L'éducation primaire et secondaire est en route vers le changement. Le ministère de l'Éducation français réforme les programmes pour plus d'apprentissage en mode projet ou thématique, le système d'évaluation évolue vers une disparition partielle des notes en primaire et secondaire, le mouvement Colibri en France fait de plus en plus d'adeptes... La Finlande vient même d'annoncer l'abandon de l'approche par matières pour les lycées en 2017. L'éducation supérieure en revanche semble s'adapter moins vite.

Pourtant, l'insatisfaction des étudiants est grandissante et palpable dans les établissements supérieurs. De moins en moins de motivation pour les cours en amphithéâtre, une information à portée de smartphone qui concurrence directement le professeur, une perte de sens dans la plupart des matières fondamentales.

Si les raisons sont multiples, il ne s'agit pas ici de lister tous les causes et effets de ce ralenti, mais plutôt d'entrevoir les pistes de transformation.

Vers un enseignement supérieur "de fiancé"

Quelles sont les amorces vers un enseignement supérieur "de fiancé" dont parle Freinet ? C'est-à-dire une éducation favorisant les méthodes d'enseignement et d'apprentissage qui motivent intrinsèquement les étudiants (cette même motivation qui nous donne des ailes lorsque nous allons rencontrer notre fiancé), des programmes guidés par le sens, des objectifs d'apprentissage orientés sur des pratiques professionnelles et le développement des compétences clés pour agir de façon responsable dans la société.
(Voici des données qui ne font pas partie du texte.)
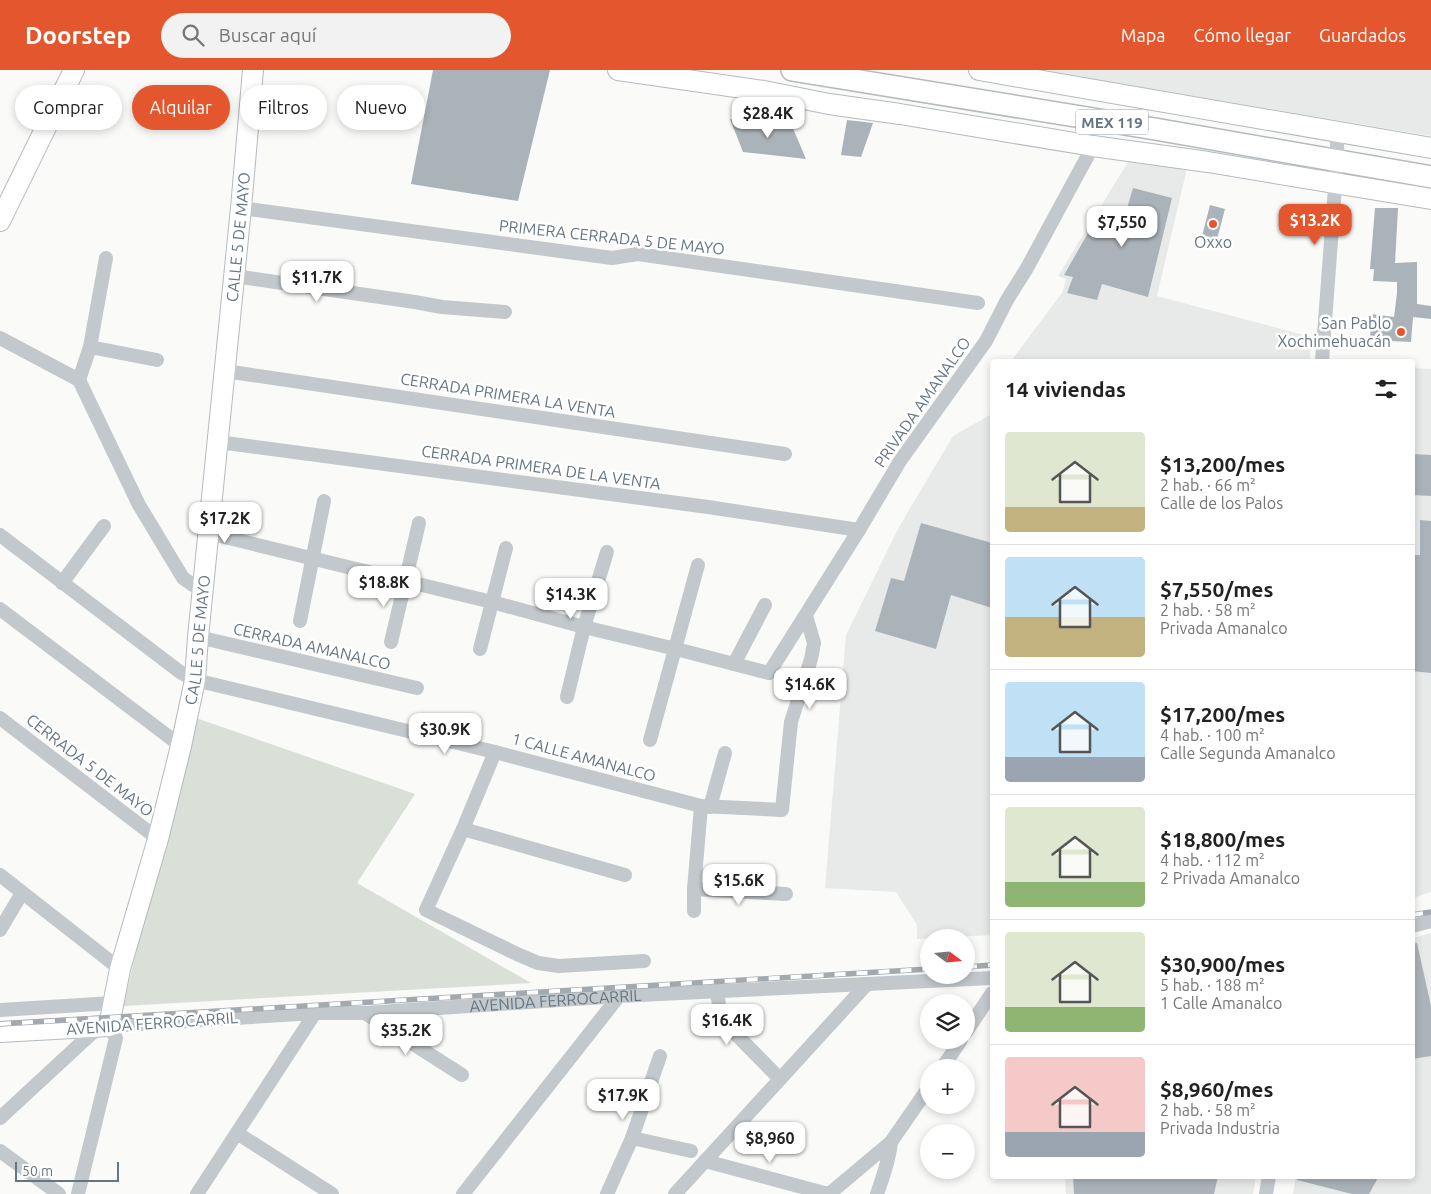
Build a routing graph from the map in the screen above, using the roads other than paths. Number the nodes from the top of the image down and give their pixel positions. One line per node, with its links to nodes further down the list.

Un des points de départ est le pourquoi de l'enseignement. Quels sont les profils d'étudiants que nous souhaitons former ? Des personnes capables de porter le changement, d'agir par des pratiques éthiques et durables, de penser de façon critique et créative ou des managers adaptatifs, très bons techniciens certes, mais qui ne peuvent porter le changement induit par le monde interconnecté, complexe et très incertain dans lequel nous vivons ?

Aujourd'hui, le MIT prédit que 48 % des métiers auront disparu en 2030... 1.500 PDG interviewés pour une étude d'IBM affirment que les deux qualités d'un leader de demain sont l'adaptabilité et la créativité. Mais forme-t-on les étudiants à ces compétences (soft skills) ? À un savoir-vivre en société, à l'adaptabilité permanente et la gestion de l'incertitude ?

Pourquoi les programmes d'enseignement supérieur restent-ils encore majoritairement construits autour d'une accumulation de matières et de connaissances et non sur le développement de compétences ?

Développer les compétences

Cela nous rappelle fortement "La tête bien faite" d'Edgar Morin qui préconisait déjà en 1999 une école de vie, une école de la découverte de soi, une école de la complexité́ humaine qui nous initie à vivre avec des êtres et des situations complexes.

Alors pourquoi les programmes d'enseignement supérieur restent-ils encore majoritairement construits autour d'une accumulation de matières et de connaissances et non sur le développement de compétences ? Il ne s'agit pas de supprimer l'acquisition de connaissances dans les programmes, mais bien d'un rééquilibrage en faveur du développement des compétences et d'un savoir-vivre. Il s'agit aussi de développer l'aptitude à contextualiser et globaliser les connaissances […].

C'est pourquoi la vague de fond qui touche l'éducation primaire et secondaire agit sur la disparition des matières en tant que telles au profit de thématiques multidisciplinaires pour enseigner. Pour agir sur le sens de ce que l'on apprend, moteur fondamental de l'apprentissage.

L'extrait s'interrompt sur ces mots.